Review of 2024: Significant industry developments – AI, AI and AI
What has been the most significant industry development of 2024, either technological or methodological?
William Ullstein, UK chief executive, YouGov
AI. It is revolutionising our industry and our client’s industries. The new possibilities opening up are hugely exciting, and have, and will continue to impact every aspect of people’s lives.
For our industry, it is driving efficiency, speed, access to and democratisation of data. There are a range of solutions from the very simple additions to products, allowing people to talk to data, to the complex and challenging world of synthetic data.

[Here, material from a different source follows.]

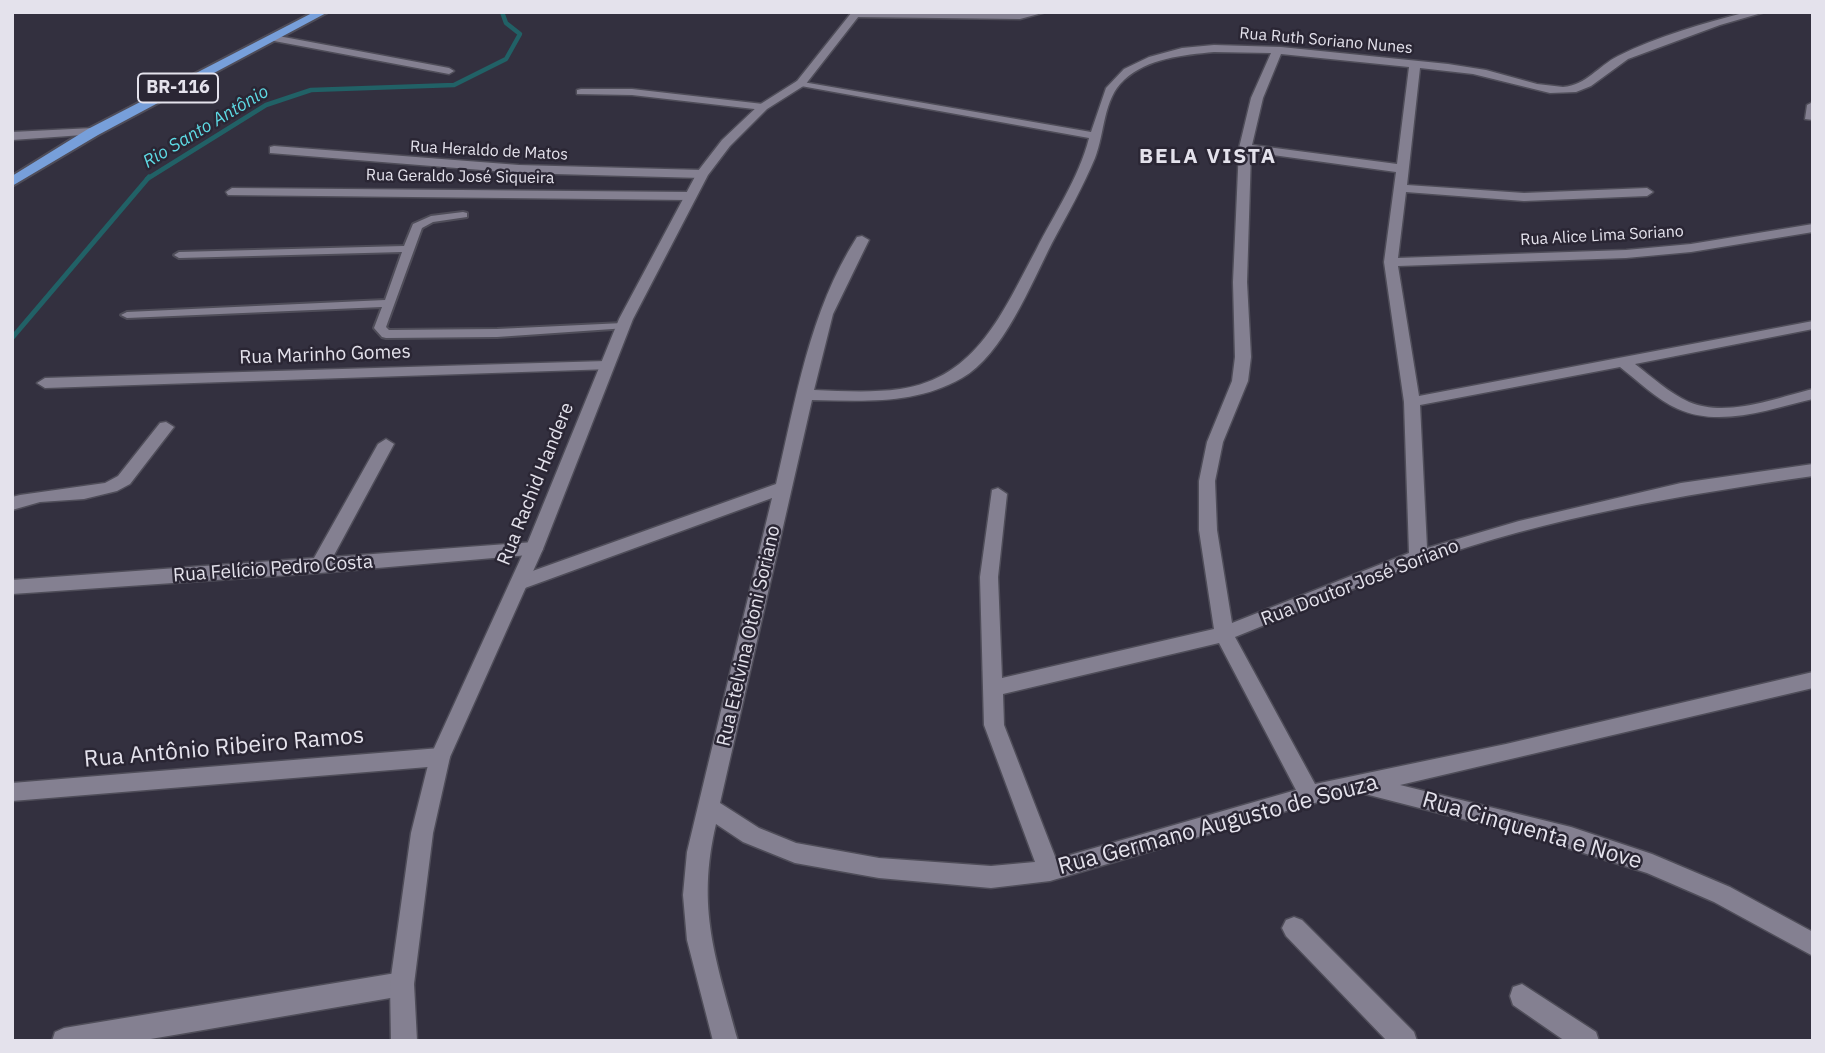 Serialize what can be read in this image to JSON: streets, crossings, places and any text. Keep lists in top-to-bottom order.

Kelly Beaver, chief executive, UK and Ireland, Ipsos
I would dare anyone not to mention AI in response to this question. However, the key for our industry lies in establishing where the sweet spot between human intelligence and artificial intelligence lies, both in terms of the solutions we offer to our clients, as well as the ways in which we embed its use into our workflows and processes.
Amy Cashman, executive managing director of the UK insights division, Kantar
There have been some interesting conversations around synthetic data and I think we’ll see more on that next year but, for 2024, the biggest development has been the industry’s maturing approach to AI. The past 12 months have been about greater discernment around its uses and possible downsides. We’re getting over the immediate hype and the idea that AI is a panacea for all our problems.
AI absolutely has huge potential to increase our efficiency and effectiveness, but judgement around when to use it and, crucially, when not to use it, will help to make our work all the more impactful. It’s about focusing on where AI can help us achieve things we wouldn’t otherwise be able to and with more impact, rather than simply using it for tasks we can already do ourselves.
Ray Poynter, chief research officer, Potentiate
AI, especially Generative AI, especially ChatGPT and tools built on top of ChatGPT are by far and away the most significant change in 2024.
Mark James, chief executive, Differentology
Clearly AI has been the big game-changer, shaking up how we handle and understand data. But while AI is great for the heavy lifting, machines can’t ‘feel’—they can’t see the full story behind the numbers. That’s where humans come in. Real insights need empathy and understanding, not just algorithms. It’s all about teamwork: letting AI handle the processing work while people dig deeper, making sure the data actually connects with the real lives it represents.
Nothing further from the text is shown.